"""

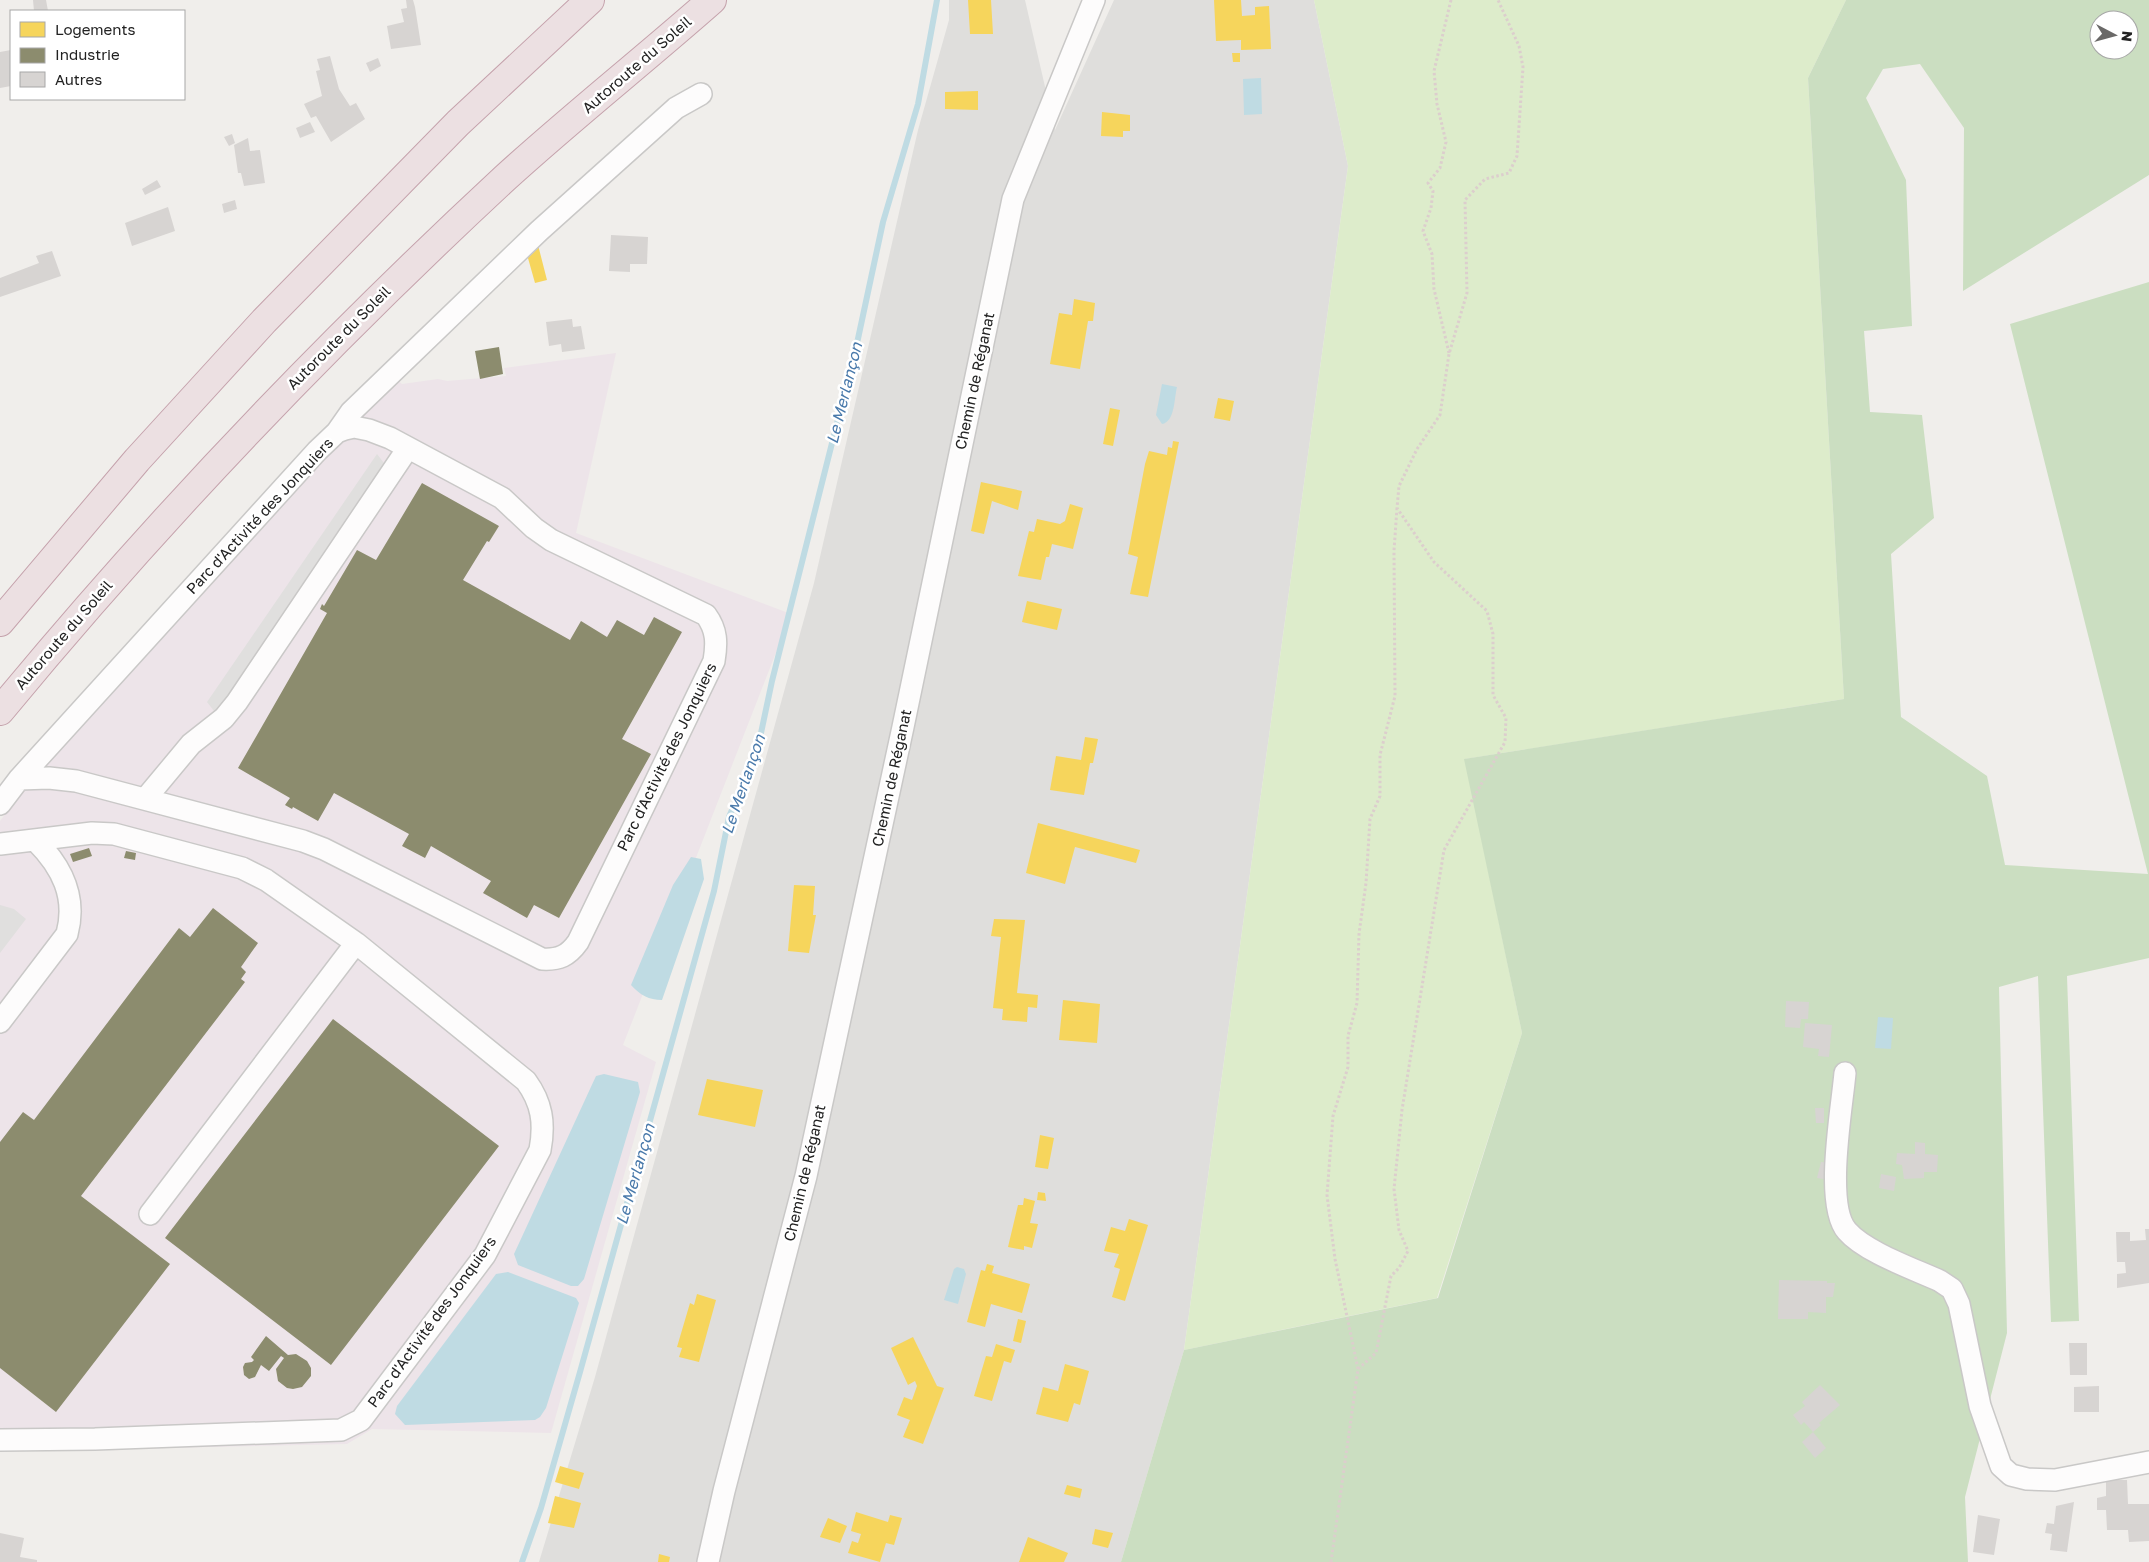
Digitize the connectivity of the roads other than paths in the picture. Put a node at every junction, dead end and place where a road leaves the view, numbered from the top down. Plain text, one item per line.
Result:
1 (590, 0) edge
2 (712, 0) edge
3 (1094, 0) edge
4 (701, 94) dead end
5 (337, 432) junction
6 (408, 448) junction
7 (0, 622) edge
8 (0, 711) edge
9 (19, 779) junction
10 (146, 798) junction
11 (0, 804) edge
12 (36, 841) junction
13 (0, 844) edge
14 (356, 943) junction
15 (0, 1022) edge
16 (1845, 1073) dead end
17 (150, 1214) dead end
18 (0, 1440) edge
19 (2149, 1462) edge
20 (708, 1562) edge

1 - 7 highway
2 - 8 highway, Autoroute du Soleil
3 - 20 street, Chemin de Réganat
4 - 5 street
5 - 6 street, Parc d'Activité des Jonquiers
5 - 9 street, Parc d'Activité des Jonquiers
6 - 10 street
6 - 10 street, Parc d'Activité des Jonquiers
9 - 10 street, Parc d'Activité des Jonquiers
9 - 11 street, Parc d'Activité des Jonquiers
12 - 13 street, Parc d'Activité des Jonquiers
12 - 14 street, Parc d'Activité des Jonquiers
12 - 15 street
14 - 17 street
14 - 18 street, Parc d'Activité des Jonquiers
16 - 19 street

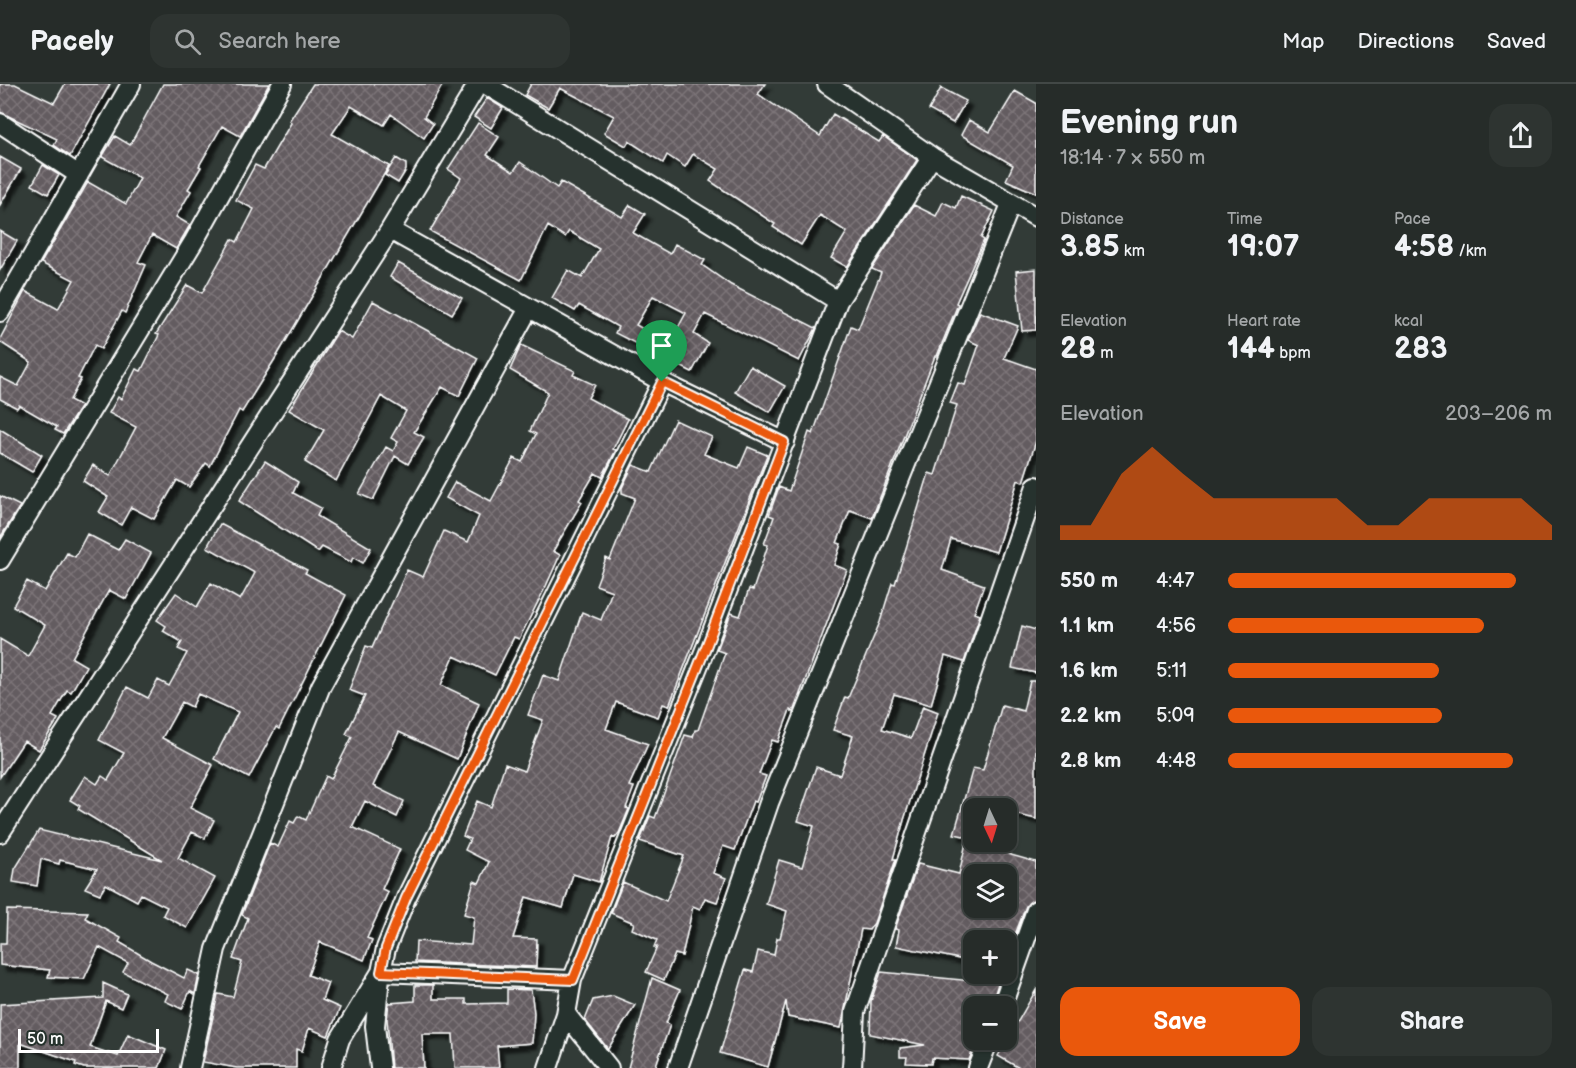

"""

PROBLEM DESCRIPTION: Copy every record exactly, leaving the pictures out.

RESPONSE TO THIS TASK:
Digitize the connectivity of the roads other than paths in the picture. Put a node at every junction, dead end and place where a road leaves the view, numbered from the top down. Plain text, one item per line.
Result:
1 (590, 0) edge
2 (712, 0) edge
3 (1094, 0) edge
4 (701, 94) dead end
5 (337, 432) junction
6 (408, 448) junction
7 (0, 622) edge
8 (0, 711) edge
9 (19, 779) junction
10 (146, 798) junction
11 (0, 804) edge
12 (36, 841) junction
13 (0, 844) edge
14 (356, 943) junction
15 (0, 1022) edge
16 (1845, 1073) dead end
17 (150, 1214) dead end
18 (0, 1440) edge
19 (2149, 1462) edge
20 (708, 1562) edge

1 - 7 highway
2 - 8 highway, Autoroute du Soleil
3 - 20 street, Chemin de Réganat
4 - 5 street
5 - 6 street, Parc d'Activité des Jonquiers
5 - 9 street, Parc d'Activité des Jonquiers
6 - 10 street
6 - 10 street, Parc d'Activité des Jonquiers
9 - 10 street, Parc d'Activité des Jonquiers
9 - 11 street, Parc d'Activité des Jonquiers
12 - 13 street, Parc d'Activité des Jonquiers
12 - 14 street, Parc d'Activité des Jonquiers
12 - 15 street
14 - 17 street
14 - 18 street, Parc d'Activité des Jonquiers
16 - 19 street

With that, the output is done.